▶ _SUPPLIED INFORMATION_:
• • • • • • •
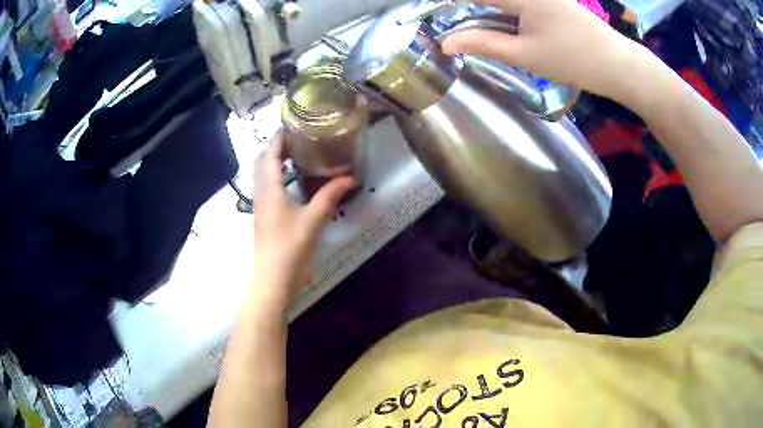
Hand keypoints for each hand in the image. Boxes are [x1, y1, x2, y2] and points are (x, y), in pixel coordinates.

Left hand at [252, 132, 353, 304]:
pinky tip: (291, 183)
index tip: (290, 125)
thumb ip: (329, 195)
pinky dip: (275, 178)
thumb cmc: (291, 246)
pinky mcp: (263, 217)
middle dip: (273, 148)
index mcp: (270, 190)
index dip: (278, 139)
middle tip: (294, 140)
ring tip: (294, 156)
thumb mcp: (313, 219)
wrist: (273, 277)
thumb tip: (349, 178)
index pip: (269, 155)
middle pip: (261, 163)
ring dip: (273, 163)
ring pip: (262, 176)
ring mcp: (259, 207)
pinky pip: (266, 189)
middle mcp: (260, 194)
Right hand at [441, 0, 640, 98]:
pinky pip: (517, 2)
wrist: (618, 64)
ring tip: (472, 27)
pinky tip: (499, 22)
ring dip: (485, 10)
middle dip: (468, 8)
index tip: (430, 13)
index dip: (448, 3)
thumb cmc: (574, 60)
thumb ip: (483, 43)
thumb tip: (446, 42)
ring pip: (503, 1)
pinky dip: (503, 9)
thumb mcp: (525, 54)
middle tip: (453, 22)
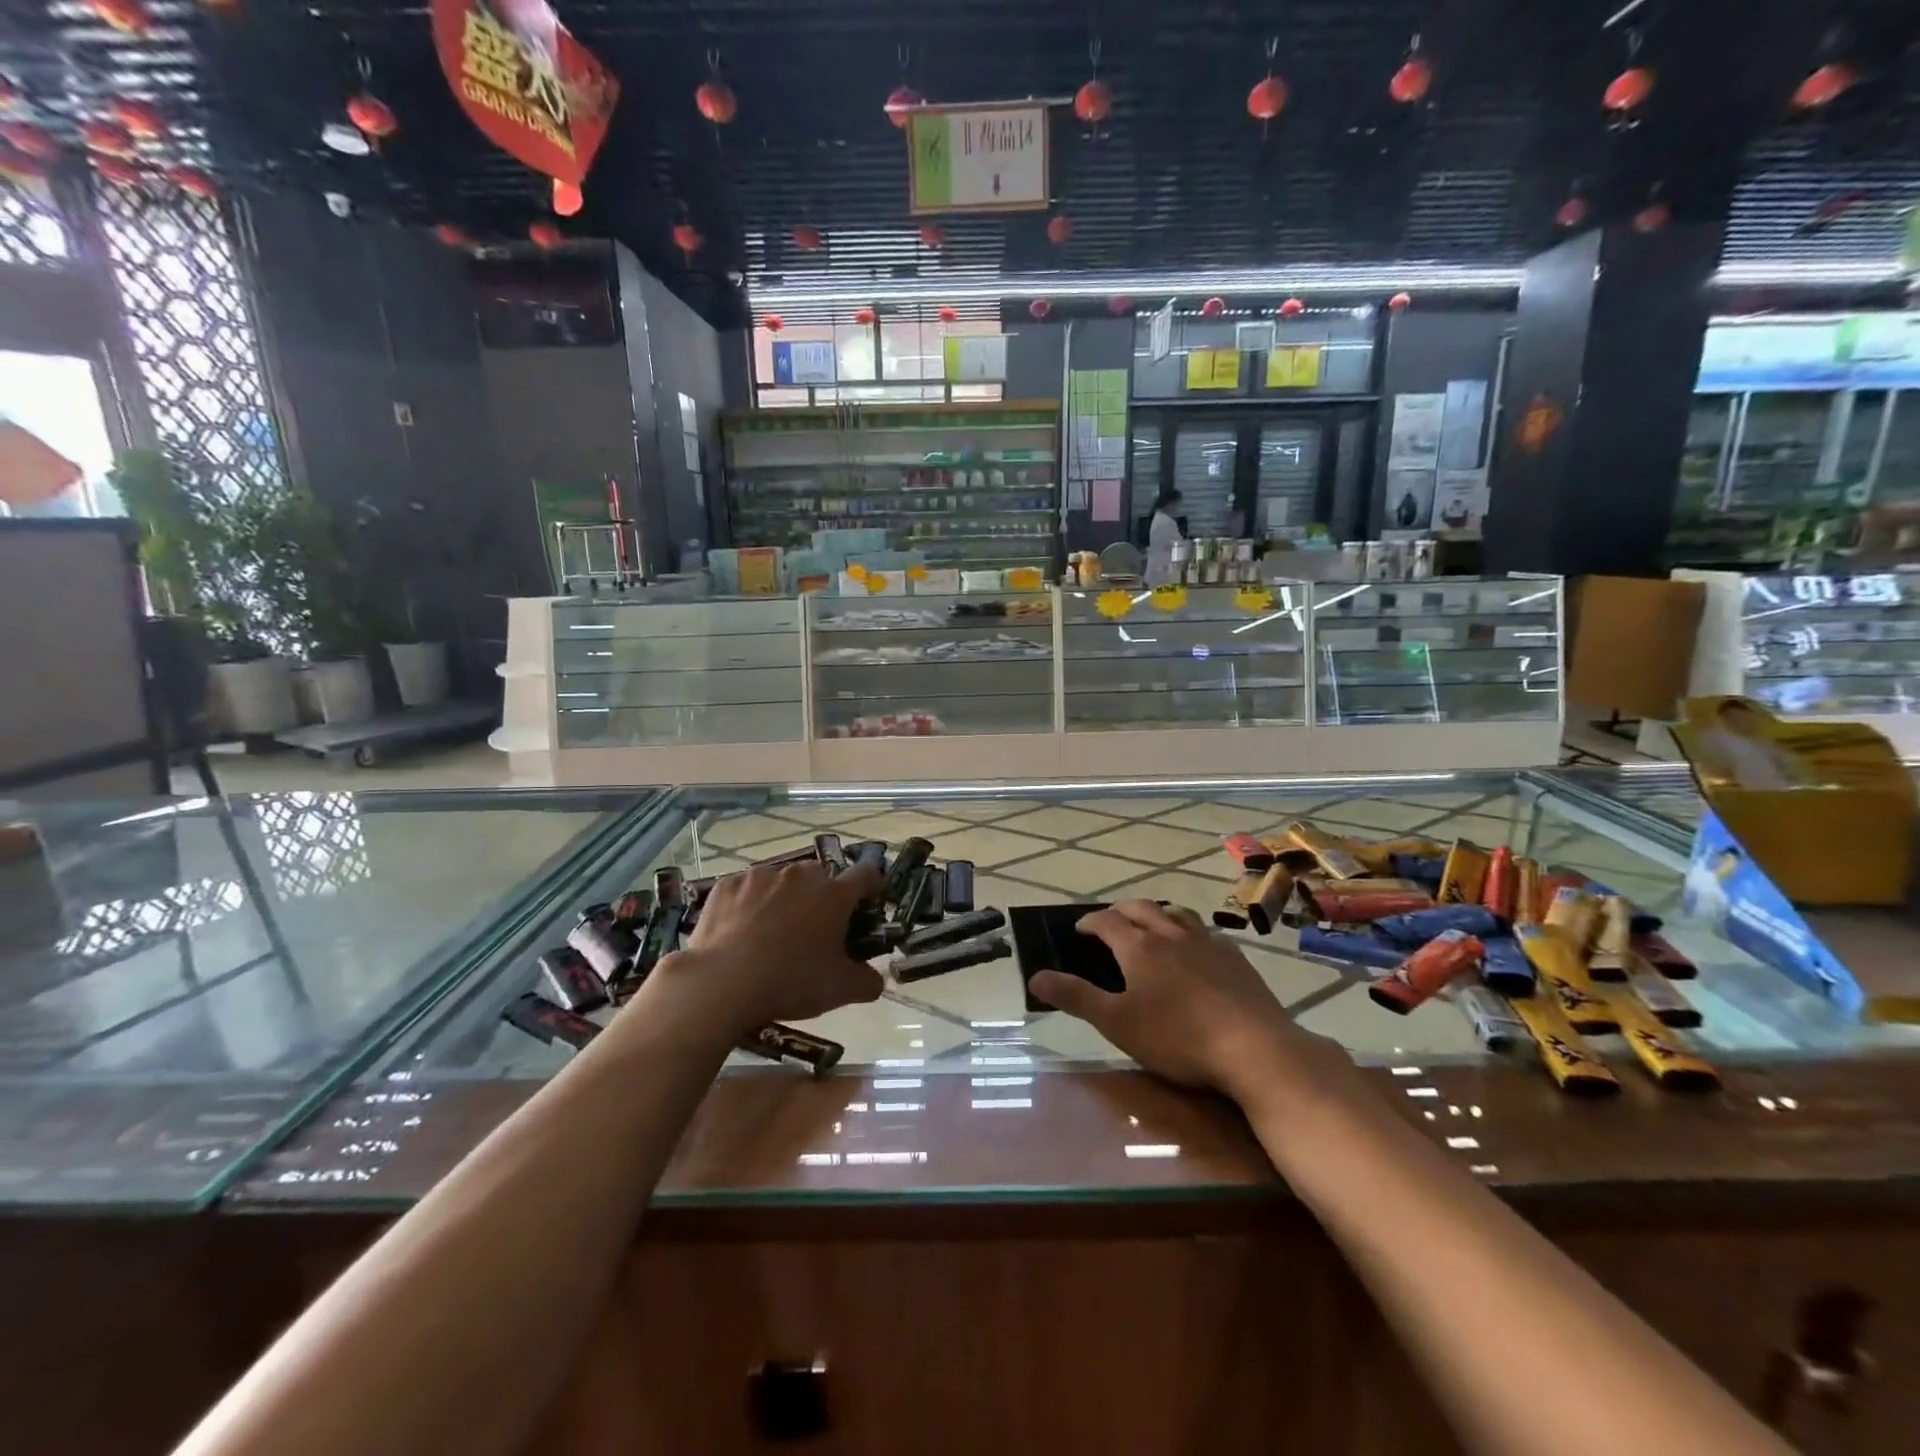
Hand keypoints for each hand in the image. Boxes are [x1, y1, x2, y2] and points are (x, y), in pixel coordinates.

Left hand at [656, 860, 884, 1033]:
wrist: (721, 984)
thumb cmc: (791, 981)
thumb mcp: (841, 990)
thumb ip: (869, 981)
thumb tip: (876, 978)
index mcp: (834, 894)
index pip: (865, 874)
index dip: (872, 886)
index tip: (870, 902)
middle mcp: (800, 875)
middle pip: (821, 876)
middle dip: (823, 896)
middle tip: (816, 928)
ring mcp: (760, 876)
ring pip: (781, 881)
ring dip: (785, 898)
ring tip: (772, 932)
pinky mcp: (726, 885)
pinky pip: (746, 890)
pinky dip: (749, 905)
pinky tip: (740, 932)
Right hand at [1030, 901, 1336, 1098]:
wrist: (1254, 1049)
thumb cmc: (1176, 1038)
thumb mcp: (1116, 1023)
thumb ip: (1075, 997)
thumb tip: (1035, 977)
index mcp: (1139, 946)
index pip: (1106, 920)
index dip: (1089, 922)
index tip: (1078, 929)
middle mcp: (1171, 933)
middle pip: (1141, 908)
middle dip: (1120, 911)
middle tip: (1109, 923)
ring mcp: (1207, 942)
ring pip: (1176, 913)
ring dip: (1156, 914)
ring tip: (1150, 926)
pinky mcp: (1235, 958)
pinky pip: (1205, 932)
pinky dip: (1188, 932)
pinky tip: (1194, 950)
• • • • • • •
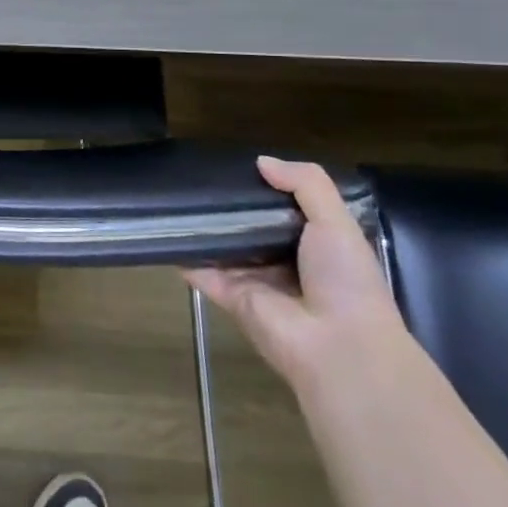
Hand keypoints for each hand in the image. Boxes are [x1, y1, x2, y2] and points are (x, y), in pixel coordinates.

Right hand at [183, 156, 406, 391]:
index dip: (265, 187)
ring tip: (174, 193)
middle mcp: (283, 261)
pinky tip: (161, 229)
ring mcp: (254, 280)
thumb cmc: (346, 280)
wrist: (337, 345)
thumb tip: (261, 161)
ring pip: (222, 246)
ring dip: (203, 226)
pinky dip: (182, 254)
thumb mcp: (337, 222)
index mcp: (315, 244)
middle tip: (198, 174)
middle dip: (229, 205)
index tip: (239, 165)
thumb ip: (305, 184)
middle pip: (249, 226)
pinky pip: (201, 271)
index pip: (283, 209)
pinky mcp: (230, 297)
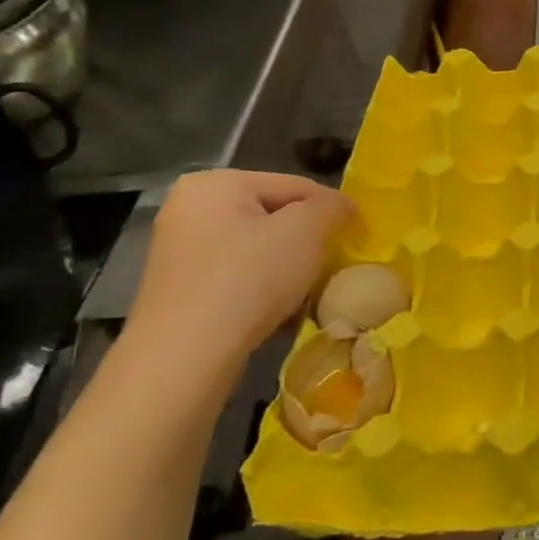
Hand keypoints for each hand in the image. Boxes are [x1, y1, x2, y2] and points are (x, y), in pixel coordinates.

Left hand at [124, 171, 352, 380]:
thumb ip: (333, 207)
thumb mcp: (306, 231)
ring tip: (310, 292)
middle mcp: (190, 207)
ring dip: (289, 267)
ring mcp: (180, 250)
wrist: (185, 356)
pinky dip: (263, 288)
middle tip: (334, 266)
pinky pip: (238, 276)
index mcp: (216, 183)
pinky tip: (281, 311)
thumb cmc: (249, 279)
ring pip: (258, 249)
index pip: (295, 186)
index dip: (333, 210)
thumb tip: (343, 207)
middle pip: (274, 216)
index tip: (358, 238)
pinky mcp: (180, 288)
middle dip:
• • • • • • •
▶ _EXERCISE OBJECTIVE_: Look back at the data above. Transcribe exactly the lines starting at the line that contains "pinky pip: (746, 890)" and ending at the line that contains "pinky tip: (1194, 950)".

▶ _RESPONSE TO THE TASK_:
pinky pip: (746, 890)
pinky dip: (749, 905)
pinky tip: (740, 932)
Right hand at [1030, 901, 1336, 1098]:
wrist: (1254, 1049)
thumb cmc: (1176, 1038)
thumb mcp: (1116, 1023)
thumb ip: (1075, 997)
thumb tip: (1035, 977)
index mcp: (1139, 946)
index pip: (1106, 920)
index dip: (1089, 922)
index tip: (1078, 929)
middle mcp: (1171, 933)
middle pip: (1141, 908)
middle dip: (1120, 911)
middle tip: (1109, 923)
ring mcp: (1207, 942)
ring pip: (1176, 913)
ring dip: (1156, 914)
ring tip: (1150, 926)
pinky mcp: (1235, 958)
pinky pip: (1205, 932)
pinky dip: (1188, 932)
pinky tip: (1194, 950)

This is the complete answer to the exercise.